Va a pesca in area protetta e cattura venti trote: pensionato a processo per bracconaggio nel Parco del Gran Paradiso

Va a pesca in area protetta e cattura venti trote: pensionato a processo per bracconaggio nel Parco del Gran Paradiso
Ha ignorato divieti, cartelli e regole, calando la lenza in uno dei tratti più sorvegliati e tutelati del Parco nazionale del Gran Paradiso. Una battuta di pesca che ora gli costa un’imputazione per bracconaggio ittico. Protagonista, un pensionato 75enne che nell’agosto del 2021 è stato colto sul fatto dagli agenti del servizio di sorveglianza dell’Ente parco lungo il torrente Campiglia, in un’area in cui la pesca è vietata in modo assoluto.
Alla vista dei sorveglianti, l’uomo ha provato a difendersi sostenendo di non sapere di trovarsi in zona protetta. Una spiegazione giudicata poco credibile, anche perché quel tratto è abbondantemente segnalato da cartelli e pannelli informativi. Inoltre, gli accertamenti hanno confermato che il pensionato era un frequentatore abituale del luogo, circostanza che rende difficile pensare a un’ingenuità.
Ora dovrà comparire davanti al tribunale di Ivrea, imputato per violazione dell’articolo 11 della legge quadro sulle aree protette (n. 394/1991), che punisce la cattura non autorizzata di fauna selvatica nei parchi naturali. A sostenere l’accusa è il Ministero dell’Ambiente, parte offesa nel procedimento.
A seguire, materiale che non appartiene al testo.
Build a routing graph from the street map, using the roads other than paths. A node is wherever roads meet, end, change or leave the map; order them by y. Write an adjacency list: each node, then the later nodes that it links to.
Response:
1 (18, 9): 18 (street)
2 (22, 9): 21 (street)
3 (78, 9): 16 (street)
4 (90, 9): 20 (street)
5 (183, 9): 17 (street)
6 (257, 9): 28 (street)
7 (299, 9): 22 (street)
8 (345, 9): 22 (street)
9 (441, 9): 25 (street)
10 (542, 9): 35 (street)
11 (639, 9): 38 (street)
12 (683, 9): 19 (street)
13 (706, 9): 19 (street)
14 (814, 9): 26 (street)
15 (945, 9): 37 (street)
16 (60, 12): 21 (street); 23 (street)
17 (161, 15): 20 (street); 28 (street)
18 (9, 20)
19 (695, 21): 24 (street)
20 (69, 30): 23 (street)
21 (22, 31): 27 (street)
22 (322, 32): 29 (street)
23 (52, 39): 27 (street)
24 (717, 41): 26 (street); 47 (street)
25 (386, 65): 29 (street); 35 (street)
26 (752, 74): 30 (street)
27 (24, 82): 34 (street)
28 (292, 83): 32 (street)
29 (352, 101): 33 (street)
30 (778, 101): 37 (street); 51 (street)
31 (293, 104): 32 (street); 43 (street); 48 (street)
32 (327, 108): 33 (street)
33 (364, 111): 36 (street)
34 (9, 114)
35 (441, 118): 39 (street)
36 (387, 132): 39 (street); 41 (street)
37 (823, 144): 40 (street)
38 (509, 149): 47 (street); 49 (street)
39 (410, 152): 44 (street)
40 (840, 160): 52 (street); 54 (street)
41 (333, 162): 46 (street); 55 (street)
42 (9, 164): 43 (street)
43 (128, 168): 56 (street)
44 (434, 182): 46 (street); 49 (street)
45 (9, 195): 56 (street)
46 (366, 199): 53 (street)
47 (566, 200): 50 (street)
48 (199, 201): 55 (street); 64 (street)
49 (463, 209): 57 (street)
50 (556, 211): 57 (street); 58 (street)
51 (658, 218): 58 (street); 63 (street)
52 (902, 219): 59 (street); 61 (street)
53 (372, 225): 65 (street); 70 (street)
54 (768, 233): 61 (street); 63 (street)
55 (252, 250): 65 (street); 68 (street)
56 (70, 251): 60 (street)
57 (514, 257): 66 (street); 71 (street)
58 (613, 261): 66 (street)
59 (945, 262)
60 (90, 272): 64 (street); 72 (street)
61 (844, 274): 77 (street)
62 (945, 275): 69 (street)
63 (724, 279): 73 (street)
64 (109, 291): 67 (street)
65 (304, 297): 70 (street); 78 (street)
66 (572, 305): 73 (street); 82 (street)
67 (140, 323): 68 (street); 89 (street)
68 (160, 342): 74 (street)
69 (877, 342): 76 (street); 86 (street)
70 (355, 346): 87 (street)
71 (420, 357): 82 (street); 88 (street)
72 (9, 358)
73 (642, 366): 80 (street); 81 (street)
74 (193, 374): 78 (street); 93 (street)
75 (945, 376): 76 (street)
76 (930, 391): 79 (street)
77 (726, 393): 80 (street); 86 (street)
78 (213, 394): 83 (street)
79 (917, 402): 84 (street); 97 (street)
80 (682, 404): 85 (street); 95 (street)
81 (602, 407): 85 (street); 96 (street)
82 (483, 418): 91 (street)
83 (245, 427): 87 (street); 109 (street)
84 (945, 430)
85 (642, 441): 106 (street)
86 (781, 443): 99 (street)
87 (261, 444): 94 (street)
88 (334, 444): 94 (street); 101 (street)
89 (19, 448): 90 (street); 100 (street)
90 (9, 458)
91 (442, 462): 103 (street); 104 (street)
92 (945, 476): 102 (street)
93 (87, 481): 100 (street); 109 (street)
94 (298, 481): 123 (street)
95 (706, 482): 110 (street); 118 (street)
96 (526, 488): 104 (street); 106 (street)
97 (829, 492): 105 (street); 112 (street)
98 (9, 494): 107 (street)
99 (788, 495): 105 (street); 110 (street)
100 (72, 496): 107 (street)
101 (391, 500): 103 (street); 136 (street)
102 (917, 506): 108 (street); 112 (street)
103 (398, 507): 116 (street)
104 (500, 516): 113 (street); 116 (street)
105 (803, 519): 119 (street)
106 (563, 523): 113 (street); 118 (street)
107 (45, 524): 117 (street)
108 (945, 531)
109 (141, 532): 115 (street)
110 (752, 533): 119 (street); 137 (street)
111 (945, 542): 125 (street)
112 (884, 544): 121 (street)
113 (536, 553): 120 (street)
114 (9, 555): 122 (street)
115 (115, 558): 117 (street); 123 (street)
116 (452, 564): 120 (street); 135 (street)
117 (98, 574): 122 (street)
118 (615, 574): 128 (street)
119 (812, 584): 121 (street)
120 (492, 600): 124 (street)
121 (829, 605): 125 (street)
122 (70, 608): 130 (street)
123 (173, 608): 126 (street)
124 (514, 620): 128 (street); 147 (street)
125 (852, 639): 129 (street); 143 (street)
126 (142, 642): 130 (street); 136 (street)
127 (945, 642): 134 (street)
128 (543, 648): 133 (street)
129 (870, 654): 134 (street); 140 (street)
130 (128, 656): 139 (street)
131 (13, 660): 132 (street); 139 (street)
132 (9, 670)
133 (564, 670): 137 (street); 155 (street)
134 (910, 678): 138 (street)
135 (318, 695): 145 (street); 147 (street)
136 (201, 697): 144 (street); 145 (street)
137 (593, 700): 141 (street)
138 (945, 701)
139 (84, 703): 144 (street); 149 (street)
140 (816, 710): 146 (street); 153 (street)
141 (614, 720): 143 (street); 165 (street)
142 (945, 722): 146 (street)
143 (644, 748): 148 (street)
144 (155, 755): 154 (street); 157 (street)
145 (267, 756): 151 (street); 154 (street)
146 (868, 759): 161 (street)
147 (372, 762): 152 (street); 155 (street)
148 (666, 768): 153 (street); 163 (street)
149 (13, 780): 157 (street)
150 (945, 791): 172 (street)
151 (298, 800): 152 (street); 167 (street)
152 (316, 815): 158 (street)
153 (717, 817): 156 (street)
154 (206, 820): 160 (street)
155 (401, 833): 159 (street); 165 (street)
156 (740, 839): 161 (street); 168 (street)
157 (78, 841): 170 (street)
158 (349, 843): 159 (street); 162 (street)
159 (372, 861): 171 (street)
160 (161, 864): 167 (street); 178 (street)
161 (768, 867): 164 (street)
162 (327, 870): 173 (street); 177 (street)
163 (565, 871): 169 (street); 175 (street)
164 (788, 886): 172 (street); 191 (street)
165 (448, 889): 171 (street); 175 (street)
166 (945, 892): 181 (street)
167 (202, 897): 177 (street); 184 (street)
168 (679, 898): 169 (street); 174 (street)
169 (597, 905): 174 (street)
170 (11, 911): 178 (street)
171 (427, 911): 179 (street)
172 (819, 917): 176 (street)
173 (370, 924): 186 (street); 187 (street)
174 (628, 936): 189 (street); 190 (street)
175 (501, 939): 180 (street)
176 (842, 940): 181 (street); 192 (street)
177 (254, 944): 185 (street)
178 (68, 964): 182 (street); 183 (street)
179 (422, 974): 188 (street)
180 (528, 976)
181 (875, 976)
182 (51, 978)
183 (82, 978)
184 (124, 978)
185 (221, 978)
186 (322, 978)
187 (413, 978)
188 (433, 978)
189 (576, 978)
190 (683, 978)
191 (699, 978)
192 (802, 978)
Ma non è solo una questione legale. Il caso riporta l’attenzione sulla necessità di tutelare gli ecosistemi fragili, come quelli che il Parco del Gran Paradiso — il più antico d’Italia — custodisce da oltre un secolo. Le trote pescate in quell’occasione, ben venti, sono ben oltre il limite massimo consentito perfino nei tratti in cui la pesca è permessa (che è di sette capi). Non si è trattato, dunque, di un’uscita estemporanea, ma di una violazione sostanziale e consapevole. Una vera e propria “mattanza”, come la definiscono gli agenti, che va ben oltre la semplice infrazione.
Il legale dell’uomo, ha chiesto per il suo assistito l’accesso alla “messa alla prova”: un percorso previsto per reati di modesta entità che consente, attraverso attività socialmente utili o riparatorie, di evitare la condanna. Ma il danno ambientale resta, così come il messaggio che l’Ente parco intende ribadire: nessuno è sopra le regole. Nemmeno chi pesca con l’aria da “nonno innocuo”.